The bitter cold cut through Rob’s two shirts, sweatshirt, and coat as if he were wearing a tank top. He gathered his coat around him and swore if he didn’t live to see another winter day he’d be fine and dandy with that.
The streets were glazed over with ice and it made it hard to walk as he dragged a small red wagon loaded with broken, damp planks of wood behind him. In his right hand he carried a small gun and kept a stiff finger over the trigger.

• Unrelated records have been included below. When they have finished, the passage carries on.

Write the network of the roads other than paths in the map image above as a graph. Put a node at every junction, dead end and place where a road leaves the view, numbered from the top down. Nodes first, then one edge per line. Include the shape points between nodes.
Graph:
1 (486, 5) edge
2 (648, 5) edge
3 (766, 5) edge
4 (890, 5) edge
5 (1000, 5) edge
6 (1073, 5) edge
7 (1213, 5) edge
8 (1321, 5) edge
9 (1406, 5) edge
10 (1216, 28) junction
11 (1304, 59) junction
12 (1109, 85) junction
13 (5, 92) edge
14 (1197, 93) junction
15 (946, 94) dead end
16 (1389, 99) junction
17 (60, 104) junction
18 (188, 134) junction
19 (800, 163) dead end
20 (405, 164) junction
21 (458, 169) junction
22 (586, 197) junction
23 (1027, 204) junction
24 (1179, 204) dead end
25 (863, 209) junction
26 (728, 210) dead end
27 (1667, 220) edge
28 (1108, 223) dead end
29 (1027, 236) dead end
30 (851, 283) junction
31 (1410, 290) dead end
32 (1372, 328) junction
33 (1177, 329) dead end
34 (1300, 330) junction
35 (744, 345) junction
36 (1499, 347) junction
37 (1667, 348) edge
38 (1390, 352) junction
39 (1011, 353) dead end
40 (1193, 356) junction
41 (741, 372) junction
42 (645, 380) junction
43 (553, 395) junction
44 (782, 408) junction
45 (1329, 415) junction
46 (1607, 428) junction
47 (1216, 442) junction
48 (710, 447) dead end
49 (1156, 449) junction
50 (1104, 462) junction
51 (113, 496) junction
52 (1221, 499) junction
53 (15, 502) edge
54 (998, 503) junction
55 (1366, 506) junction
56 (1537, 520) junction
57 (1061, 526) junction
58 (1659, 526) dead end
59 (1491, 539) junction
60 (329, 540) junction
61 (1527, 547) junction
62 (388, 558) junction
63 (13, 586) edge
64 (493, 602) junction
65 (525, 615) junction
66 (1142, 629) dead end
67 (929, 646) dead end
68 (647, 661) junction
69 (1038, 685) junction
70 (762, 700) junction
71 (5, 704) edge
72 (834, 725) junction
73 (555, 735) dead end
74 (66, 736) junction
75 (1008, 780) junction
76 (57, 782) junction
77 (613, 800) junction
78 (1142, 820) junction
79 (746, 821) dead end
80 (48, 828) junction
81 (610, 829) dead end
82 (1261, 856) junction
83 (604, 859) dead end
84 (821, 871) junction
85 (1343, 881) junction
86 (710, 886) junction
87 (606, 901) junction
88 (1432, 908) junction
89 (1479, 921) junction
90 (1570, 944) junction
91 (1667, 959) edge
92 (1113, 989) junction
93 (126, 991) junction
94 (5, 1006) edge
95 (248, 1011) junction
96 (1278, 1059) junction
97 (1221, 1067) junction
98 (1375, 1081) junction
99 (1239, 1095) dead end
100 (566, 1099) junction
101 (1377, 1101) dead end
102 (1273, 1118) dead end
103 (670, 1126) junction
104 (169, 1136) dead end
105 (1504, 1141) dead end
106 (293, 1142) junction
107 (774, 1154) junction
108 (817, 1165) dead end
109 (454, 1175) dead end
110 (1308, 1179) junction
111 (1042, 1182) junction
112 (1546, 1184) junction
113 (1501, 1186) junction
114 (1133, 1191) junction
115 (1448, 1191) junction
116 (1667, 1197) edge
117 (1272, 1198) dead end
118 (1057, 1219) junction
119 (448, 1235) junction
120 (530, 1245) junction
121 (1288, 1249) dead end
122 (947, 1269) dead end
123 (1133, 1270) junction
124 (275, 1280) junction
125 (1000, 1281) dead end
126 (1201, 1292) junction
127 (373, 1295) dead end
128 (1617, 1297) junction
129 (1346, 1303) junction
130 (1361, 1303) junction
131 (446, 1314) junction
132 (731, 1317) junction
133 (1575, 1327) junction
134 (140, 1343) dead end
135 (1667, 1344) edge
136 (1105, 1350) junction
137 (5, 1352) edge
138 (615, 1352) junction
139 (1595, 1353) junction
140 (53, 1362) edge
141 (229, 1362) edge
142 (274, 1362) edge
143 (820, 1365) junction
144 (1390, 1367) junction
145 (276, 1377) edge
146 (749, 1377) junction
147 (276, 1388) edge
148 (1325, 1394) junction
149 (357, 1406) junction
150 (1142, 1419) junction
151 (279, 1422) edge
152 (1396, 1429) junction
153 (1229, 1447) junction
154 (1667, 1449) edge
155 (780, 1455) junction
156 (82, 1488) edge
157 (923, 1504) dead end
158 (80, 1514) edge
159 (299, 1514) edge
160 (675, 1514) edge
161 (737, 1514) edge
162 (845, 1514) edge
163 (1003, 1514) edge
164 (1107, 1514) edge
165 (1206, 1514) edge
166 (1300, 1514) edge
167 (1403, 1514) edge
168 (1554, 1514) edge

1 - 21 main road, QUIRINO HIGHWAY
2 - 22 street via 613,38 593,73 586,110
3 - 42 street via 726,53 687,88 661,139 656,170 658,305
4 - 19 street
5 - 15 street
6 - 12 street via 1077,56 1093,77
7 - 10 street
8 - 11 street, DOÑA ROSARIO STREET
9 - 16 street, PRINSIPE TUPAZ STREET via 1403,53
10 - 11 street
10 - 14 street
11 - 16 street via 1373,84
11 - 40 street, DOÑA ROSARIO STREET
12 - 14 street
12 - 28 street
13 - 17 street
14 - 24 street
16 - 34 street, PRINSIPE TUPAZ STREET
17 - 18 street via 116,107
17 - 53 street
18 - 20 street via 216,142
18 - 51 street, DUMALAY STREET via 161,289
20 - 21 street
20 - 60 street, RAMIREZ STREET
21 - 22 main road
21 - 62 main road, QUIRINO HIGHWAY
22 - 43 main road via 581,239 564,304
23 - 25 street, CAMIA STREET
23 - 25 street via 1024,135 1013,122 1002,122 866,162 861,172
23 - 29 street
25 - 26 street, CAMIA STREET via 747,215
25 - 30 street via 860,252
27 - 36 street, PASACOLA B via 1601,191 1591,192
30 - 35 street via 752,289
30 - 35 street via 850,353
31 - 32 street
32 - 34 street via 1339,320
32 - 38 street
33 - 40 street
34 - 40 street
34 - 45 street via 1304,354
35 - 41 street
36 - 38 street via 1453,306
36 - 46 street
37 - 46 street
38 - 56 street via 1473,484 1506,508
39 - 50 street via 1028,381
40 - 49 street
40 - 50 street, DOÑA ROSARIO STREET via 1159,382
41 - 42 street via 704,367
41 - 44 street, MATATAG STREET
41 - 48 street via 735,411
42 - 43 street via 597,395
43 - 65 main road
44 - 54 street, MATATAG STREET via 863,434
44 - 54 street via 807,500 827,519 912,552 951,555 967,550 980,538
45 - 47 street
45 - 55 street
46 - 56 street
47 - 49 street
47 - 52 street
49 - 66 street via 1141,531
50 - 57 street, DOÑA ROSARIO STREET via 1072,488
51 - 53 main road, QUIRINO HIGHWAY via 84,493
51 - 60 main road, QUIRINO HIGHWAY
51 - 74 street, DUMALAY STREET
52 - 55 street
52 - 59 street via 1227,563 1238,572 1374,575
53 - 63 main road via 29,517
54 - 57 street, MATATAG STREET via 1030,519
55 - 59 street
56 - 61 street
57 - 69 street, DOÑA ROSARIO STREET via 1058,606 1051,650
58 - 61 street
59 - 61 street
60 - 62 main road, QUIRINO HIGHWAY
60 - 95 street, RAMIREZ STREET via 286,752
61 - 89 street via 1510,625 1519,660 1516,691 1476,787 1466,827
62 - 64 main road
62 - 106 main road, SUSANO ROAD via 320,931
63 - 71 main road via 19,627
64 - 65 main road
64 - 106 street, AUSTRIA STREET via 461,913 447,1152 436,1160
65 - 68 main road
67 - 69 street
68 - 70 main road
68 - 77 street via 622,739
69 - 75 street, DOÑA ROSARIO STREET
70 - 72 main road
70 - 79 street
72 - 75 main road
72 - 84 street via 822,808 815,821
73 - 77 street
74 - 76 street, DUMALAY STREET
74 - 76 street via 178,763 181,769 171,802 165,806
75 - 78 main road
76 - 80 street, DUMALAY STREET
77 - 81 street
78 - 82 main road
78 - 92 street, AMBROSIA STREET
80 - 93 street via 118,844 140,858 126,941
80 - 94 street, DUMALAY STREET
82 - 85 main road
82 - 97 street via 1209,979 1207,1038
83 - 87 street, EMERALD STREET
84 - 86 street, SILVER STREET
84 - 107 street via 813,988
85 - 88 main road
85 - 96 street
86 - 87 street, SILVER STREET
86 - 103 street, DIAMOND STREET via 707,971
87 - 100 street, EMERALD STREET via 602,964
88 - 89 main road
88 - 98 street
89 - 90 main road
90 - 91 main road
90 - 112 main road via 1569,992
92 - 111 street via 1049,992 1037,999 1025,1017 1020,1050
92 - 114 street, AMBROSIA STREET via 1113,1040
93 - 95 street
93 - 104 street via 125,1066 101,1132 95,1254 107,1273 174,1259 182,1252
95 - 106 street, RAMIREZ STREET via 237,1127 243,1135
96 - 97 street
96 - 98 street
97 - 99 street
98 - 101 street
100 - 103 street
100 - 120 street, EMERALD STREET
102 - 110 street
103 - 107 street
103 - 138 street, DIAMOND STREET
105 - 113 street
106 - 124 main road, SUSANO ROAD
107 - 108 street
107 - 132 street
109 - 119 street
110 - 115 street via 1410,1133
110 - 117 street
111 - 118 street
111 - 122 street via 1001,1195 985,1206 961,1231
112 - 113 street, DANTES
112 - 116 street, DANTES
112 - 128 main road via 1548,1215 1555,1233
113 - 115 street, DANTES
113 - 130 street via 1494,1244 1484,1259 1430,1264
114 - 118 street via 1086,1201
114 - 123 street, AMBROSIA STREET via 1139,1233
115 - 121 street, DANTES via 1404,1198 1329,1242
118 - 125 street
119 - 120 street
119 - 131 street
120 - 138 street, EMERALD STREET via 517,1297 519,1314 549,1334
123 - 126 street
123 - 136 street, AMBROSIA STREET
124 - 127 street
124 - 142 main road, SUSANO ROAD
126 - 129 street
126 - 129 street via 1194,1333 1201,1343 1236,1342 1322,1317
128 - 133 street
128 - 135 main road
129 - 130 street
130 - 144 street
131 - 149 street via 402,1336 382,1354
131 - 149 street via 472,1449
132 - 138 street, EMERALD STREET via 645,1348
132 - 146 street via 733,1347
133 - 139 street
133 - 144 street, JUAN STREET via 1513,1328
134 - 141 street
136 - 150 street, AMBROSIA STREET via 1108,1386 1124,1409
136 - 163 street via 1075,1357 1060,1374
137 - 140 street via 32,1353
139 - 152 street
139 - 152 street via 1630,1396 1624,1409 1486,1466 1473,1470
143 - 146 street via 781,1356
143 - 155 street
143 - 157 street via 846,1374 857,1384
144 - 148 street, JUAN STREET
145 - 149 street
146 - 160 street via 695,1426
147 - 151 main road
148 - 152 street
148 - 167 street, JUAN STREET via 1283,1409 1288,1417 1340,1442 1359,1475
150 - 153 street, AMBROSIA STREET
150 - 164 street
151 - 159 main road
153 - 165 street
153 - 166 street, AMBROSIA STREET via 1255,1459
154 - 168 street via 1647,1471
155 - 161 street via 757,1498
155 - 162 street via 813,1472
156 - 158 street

Walking along the sidewalk in a pre-programed route, he glanced into the frosted windows of the stores as he passed. He walked past a small Deli with its windows cracked, webbing up and stemming out into thin cuts that made the glass refract the feeble amount of light that shone on it.
He stood and stared into the store, weighing the risk of venturing inside for more supplies, but then figured he’d make do with the materials he had and continued on his way.
The wind kicked up and with it the hard chunks of snow that had frozen into tennis ball-sized debris, all brown and dirty from oil running off of the road. The ice-balls rolled with surprising speed down the road, bouncing as they launched off of the uneven surface. One ice block in particular kicked up and slammed straight into Rob’s calf, causing him to double over in pain.
“God— damn it! Damn it all to Hell!”
He dropped his wagon handle and cupped his sore spot; right on his open wound, too. The ice block had reopened the crudely stitched puncture and now the blood and pus was seeping into his pants.
The wet area immediately began to freeze, seeming to draw all of the chill in the air right to his burning wound.
“Aw, shit. Come on, now!” The wind continued to howl but all the ice chunks had rolled on, moving past this desolate town, and now the street seemed eerily quiet. Rob bent over and began to rock back and forth while holding pressure on the fast-flowing blood.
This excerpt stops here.